Generally, constructed wetlands are tested on removal of nitrogen and phosphorus rather then silver metals. What I am interested is thus not really remediation of fixer, or water containing silver metal, but rather the water after the precious metals are removed, the water that is used in the washing of the prints, the water from the homemade developers after they went through the process of neutralising (because they are way too alkaline/if not left evaporated).

In this sense, my interest is not as much in ‘cleaning’ the water but ‘circulating it’, creating a symbiotic ecosystem between darkroom and garden.



Here are the prototypes I have attempted to build:

a) plastic bottles with different substrates

During two weeks in February 2022, I have filled the plastic bottles with 4 different substrates and the water mint plant that are supposed to be efficient in filtering the influent waters. One bottle was filled with sand and basalt stones only; the second one with sand, basalt stones and mycelium; the third one with sand, basalt stones and crushed carbon filter; and the last one with sand, basalt stones and human hair. With adding different substrates I aimed to add nutrient high on nitrogen to my plants and observe if they would grow better/quicker/or what would be the effect on the filtration system.

I intended to water the plants as house plants and let them to grow their roots first. Only after a month I would start with adding the dirty darkroom waters. Unfortunately, after my visit in Leeds I discovered my plants were not watered properly and died.



b) toilet in Hot Compost vitrine Gallery, Leeds

I have attempted to build a constructed wetland from the discarded toilet. Toilet was filled with a layer of about 3mm stones, grit/filtering sand (the biggest layer), and again a layer of 3mm stones. The water mint plants, the common reed and the water forget-me-not were planted inside (water forget-me-nots were delivered accidentely but I have decided to plant them in anyway). The plants were delivered by Lincolnshire Pond Plants and by Maltby Springs Pond Centre.

The toilet was chosen symbolically as I think bathrooms are the most common improvised darkrooms, the tension between clean and dirty is obvious and they are the places of multispecies connection. The toilet as a multispecies meeting point where we connect through the pipes, sewers, and guts.

Plants play an important role in wetlands. However, most activity happens through a complex cycle of exchange, taking place mainly in the soil with the help of microorganisms. Microbial consortia are often found on the roots of plants or the surface of gravel and sand. And the colonies of microbes are also common to our guts and skins.



c) peristaltic pump-operated constructed wetlands

Toilet in Leeds was doing quite well the first month but was very dependent on people watering it regularly.
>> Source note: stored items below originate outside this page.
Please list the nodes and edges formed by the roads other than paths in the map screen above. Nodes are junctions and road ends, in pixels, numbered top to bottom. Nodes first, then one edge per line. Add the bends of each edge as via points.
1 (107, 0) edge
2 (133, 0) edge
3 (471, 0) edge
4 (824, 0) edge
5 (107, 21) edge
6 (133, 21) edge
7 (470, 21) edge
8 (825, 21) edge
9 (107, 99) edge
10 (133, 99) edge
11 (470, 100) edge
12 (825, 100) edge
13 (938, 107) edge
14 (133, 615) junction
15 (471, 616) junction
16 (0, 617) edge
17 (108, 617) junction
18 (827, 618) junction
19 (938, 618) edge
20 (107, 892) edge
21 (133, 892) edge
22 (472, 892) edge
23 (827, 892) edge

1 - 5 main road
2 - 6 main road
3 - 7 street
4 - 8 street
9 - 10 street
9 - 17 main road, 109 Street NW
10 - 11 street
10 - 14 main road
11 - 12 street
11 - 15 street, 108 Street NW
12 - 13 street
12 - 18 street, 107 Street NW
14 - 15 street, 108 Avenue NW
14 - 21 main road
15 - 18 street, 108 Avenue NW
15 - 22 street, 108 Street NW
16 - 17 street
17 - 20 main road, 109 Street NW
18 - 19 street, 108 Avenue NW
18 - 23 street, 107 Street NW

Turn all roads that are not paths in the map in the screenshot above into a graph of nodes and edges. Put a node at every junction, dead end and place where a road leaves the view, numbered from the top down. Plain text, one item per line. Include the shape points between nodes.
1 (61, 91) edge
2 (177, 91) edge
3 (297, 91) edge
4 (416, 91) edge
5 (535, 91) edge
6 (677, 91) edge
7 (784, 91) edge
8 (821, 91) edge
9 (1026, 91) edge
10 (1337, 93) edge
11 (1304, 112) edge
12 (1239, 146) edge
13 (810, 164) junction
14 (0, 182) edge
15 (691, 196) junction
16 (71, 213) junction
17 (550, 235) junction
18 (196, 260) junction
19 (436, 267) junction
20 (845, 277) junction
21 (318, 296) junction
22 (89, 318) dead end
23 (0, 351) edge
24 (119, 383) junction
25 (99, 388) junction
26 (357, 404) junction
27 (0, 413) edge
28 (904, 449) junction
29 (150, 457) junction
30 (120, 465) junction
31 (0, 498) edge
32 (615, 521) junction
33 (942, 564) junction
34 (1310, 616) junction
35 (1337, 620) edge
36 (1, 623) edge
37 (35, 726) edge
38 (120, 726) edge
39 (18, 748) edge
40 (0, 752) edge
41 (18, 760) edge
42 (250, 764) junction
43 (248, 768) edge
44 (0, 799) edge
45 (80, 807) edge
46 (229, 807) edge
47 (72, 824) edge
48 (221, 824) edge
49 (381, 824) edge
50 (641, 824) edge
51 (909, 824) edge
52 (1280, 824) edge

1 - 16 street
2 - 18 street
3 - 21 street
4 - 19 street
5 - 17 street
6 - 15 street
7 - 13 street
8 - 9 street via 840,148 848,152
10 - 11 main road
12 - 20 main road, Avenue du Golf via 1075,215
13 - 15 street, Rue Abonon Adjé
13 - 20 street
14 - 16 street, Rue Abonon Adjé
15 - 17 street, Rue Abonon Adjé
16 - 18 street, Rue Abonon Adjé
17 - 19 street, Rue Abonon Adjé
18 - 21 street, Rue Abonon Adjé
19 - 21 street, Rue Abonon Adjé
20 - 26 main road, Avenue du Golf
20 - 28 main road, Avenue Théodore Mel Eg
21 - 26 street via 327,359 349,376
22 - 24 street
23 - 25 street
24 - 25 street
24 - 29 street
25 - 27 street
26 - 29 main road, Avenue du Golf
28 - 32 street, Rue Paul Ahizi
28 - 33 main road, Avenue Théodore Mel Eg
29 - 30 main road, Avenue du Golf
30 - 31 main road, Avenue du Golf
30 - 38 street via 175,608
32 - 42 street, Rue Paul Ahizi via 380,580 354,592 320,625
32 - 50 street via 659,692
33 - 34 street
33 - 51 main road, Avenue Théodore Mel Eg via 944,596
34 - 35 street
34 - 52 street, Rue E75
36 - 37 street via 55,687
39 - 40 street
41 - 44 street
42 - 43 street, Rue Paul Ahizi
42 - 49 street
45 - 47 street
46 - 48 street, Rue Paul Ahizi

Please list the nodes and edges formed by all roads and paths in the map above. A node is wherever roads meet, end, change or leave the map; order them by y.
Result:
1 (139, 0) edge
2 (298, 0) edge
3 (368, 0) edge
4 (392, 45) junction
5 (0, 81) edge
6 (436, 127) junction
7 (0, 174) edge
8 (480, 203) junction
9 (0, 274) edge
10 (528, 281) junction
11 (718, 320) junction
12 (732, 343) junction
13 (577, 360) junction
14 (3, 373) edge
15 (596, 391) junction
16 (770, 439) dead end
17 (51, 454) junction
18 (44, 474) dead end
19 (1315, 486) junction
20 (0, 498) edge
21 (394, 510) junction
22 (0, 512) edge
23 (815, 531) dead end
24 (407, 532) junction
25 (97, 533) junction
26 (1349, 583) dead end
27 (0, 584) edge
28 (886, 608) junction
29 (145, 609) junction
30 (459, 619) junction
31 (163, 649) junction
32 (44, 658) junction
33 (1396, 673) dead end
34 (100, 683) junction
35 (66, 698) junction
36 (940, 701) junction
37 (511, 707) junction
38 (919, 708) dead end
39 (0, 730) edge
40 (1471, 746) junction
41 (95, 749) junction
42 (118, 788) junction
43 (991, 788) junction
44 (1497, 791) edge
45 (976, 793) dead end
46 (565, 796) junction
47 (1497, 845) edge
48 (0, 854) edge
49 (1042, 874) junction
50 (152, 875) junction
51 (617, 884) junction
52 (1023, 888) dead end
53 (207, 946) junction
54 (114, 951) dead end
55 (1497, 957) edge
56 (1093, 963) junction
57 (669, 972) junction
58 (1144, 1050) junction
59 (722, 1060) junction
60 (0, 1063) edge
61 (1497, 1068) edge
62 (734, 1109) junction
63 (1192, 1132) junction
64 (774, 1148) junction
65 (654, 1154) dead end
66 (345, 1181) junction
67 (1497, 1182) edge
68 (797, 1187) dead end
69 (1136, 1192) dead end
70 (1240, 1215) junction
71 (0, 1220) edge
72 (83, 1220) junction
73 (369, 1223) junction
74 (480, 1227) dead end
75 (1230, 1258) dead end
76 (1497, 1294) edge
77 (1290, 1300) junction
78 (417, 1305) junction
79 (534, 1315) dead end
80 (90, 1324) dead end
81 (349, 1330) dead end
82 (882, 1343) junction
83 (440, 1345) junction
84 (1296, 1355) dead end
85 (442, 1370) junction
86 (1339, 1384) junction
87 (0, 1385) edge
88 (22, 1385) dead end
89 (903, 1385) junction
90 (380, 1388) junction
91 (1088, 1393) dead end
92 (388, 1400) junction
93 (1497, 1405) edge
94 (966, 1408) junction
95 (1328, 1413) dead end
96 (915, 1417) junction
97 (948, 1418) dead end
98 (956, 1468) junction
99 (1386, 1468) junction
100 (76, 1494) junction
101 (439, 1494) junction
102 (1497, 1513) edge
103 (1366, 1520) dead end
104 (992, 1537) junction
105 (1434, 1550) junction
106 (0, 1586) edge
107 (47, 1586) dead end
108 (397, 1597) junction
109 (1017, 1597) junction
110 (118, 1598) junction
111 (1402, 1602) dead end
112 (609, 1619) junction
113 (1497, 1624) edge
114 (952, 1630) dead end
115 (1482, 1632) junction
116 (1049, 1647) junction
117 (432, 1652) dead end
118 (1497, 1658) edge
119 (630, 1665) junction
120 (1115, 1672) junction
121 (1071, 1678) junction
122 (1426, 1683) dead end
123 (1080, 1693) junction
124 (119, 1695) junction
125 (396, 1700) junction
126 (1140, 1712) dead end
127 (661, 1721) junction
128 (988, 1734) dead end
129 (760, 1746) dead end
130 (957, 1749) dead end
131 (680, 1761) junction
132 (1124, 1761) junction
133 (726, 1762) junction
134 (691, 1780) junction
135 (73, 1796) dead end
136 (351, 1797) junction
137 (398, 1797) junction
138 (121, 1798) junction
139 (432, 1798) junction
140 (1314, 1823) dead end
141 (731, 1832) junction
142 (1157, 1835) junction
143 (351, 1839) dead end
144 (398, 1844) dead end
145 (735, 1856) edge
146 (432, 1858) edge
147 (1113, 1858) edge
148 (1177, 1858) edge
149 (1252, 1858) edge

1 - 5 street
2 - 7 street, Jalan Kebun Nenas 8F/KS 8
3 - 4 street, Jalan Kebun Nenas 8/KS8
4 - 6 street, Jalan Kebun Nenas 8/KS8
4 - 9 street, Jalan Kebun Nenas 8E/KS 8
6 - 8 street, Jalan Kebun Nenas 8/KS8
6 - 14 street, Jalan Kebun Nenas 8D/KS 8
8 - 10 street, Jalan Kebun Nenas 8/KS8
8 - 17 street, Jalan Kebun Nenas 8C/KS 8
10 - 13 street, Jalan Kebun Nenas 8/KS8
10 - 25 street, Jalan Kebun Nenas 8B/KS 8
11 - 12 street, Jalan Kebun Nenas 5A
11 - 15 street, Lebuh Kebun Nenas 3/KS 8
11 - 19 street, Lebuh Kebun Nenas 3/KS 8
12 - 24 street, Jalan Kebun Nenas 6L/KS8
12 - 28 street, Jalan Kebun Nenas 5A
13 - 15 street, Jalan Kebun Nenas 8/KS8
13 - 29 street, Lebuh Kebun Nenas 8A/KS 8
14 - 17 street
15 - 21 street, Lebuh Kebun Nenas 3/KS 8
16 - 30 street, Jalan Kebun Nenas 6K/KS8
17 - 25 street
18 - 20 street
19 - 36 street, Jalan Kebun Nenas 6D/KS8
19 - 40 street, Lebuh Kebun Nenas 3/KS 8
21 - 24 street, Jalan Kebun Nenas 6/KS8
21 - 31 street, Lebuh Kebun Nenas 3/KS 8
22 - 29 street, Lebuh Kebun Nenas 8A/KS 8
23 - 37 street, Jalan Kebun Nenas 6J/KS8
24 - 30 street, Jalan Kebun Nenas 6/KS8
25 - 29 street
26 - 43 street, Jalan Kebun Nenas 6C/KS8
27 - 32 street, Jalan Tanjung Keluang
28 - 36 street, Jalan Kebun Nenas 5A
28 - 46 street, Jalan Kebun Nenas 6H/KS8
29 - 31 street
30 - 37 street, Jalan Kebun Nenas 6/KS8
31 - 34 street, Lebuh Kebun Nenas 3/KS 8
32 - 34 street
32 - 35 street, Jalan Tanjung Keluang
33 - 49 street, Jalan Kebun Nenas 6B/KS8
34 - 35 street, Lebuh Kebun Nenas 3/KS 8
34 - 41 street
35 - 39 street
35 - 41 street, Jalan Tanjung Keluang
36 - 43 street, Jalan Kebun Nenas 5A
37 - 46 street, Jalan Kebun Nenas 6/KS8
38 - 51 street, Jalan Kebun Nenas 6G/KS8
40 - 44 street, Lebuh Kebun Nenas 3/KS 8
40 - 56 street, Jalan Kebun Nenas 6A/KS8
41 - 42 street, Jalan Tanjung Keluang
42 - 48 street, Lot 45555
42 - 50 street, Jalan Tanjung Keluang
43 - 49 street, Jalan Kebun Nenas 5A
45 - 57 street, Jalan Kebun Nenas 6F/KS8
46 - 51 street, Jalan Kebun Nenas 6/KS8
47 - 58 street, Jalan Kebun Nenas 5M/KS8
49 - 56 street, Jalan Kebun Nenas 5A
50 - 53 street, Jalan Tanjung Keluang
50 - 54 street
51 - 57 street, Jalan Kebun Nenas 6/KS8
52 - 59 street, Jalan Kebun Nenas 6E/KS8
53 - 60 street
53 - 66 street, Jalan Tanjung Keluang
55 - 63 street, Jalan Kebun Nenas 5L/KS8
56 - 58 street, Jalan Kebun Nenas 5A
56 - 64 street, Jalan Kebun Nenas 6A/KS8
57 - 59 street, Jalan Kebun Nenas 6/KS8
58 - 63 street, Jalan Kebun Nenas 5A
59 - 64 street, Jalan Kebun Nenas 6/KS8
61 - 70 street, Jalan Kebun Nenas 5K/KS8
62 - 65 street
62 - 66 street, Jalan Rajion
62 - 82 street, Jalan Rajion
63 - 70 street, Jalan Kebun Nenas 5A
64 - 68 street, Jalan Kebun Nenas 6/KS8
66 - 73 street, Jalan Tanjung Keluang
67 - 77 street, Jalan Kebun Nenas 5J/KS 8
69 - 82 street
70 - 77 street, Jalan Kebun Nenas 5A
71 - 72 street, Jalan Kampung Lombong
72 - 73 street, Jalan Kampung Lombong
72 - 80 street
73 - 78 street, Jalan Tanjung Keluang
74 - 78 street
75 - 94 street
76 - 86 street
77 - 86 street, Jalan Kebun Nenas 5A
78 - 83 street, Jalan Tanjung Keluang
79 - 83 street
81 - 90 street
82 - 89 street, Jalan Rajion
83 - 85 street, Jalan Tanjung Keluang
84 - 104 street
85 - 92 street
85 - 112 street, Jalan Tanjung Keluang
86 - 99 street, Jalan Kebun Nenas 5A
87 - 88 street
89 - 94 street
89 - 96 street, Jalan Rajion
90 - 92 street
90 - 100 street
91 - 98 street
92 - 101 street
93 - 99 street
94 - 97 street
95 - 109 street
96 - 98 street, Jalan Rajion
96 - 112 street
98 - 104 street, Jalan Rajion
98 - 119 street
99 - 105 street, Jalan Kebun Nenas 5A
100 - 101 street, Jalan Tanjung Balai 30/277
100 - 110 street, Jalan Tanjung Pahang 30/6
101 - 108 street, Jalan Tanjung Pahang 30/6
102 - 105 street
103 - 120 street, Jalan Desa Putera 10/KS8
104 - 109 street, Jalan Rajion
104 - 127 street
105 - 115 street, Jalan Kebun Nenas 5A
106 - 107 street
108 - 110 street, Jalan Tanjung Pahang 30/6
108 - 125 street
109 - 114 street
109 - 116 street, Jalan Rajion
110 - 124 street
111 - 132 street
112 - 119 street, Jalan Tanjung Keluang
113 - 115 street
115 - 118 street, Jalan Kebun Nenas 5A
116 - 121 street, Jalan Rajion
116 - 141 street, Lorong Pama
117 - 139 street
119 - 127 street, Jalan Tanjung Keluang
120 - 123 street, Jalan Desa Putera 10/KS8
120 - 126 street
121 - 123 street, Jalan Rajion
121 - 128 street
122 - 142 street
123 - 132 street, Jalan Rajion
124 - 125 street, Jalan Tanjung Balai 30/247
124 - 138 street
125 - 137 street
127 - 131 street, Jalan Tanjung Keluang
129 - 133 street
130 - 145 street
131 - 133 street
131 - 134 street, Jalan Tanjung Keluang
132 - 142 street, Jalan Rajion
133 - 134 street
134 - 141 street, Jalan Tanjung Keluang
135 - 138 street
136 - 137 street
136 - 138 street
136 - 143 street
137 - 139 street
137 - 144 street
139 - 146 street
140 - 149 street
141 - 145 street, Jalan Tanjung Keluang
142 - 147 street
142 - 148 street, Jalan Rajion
Again I intended to let plants get used to the environment and grow their roots and come back to Leeds and test the constructed wetland with the darkroom waters. However, plants got eventually moved from the vitrine and died. The third experiment thus had to count on the mechanism that would be bringing the waters inside automatically. In practice, the influent waters are brought to the constructed wetlands in intervals, by pulsing mechanism which allows the water to come in constantly but in smaller amounts.

During this experiment I was feeding the plants for 10 days with the water from washing the chemigrams, urine developer, cyanotype wash water, cyanotype wash water filtered via DIY column chromatography and the wash water from washing the silver gelatin prints. I used the peristaltic pump which works on the same idea as our guts move the food – peristalsis. The peristalic pump was set up with Arduiono uno.

Although the plants seemed to get along well, I again had to pack my installation and did not have a space to continue with the filtration method. The sink however stayed and it serves as a nursery for the water mint plants which still show up between the stones.

Next to this experiment I also set up DIY column chromatography bottles for the adsorption method of prefiltering the waters through the sand medium.






Conclusions and findings

The last year was an incredible journey of learning, growing, failing, moving on, learning, trying again, questioning my own practice and possibilities that I, as an artist, am able to achieve. I understand that for making constructed wetland and the darkroom to work successfully together, I must start working in collaborations and transdisciplinary.

Although I got some initial advice from the scientists I think it is still hard to find professional laboratories that are willing to work in collaborations with artists – also due to the fact that laboratory testing and scientific advice is expensive and time demanding.

I would like to continue experimenting with the constructed wetlands and will attempt to build more prototypes.

The darkroom as a wetland, a body, or a belly - an organism, is a concept I would like to develop in the long term. To me, it means to get out of the frame thinking and expand the role of the photographer into an alchemist and a carer. Finding some kind of symbiotic relationships between plants, waters, humans, darkroom processes is what I would like to invest my time into. Within my experiments, I try to re-think my ‘self’ as dynamic and wet, submerged together in the common waters, entering the state where I become a medium, as well as the photographic medium becomes lively.

My way of figuring out the coordinations in the photographic darkroom is through materiality and synthesis of bodily matter with the medium. I do not seek to delete the border between human and nature as to say there is no difference and responsibility, rather to deconstruct it in order to understand the flow between humannature relationships differently. I believe that the sustainable darkroom practice is about establishing relationships mainly.

I would like to finish with saying from what I learnt from Pedro Neves Marques, a portuguese artist, author of the Mimetic traps: Forest, Images, Worlds (2017) recommended to me by Slovenian artist Katarina Jazbec: “It is not possible to reduce the world into one world, therefore if there are multiple worlds we might learn how to live in-between the layers.”

So what is in-between the layers, I ask? To me in- between are the relationships, movements, mingle of things, roots of the plants, digestion, process.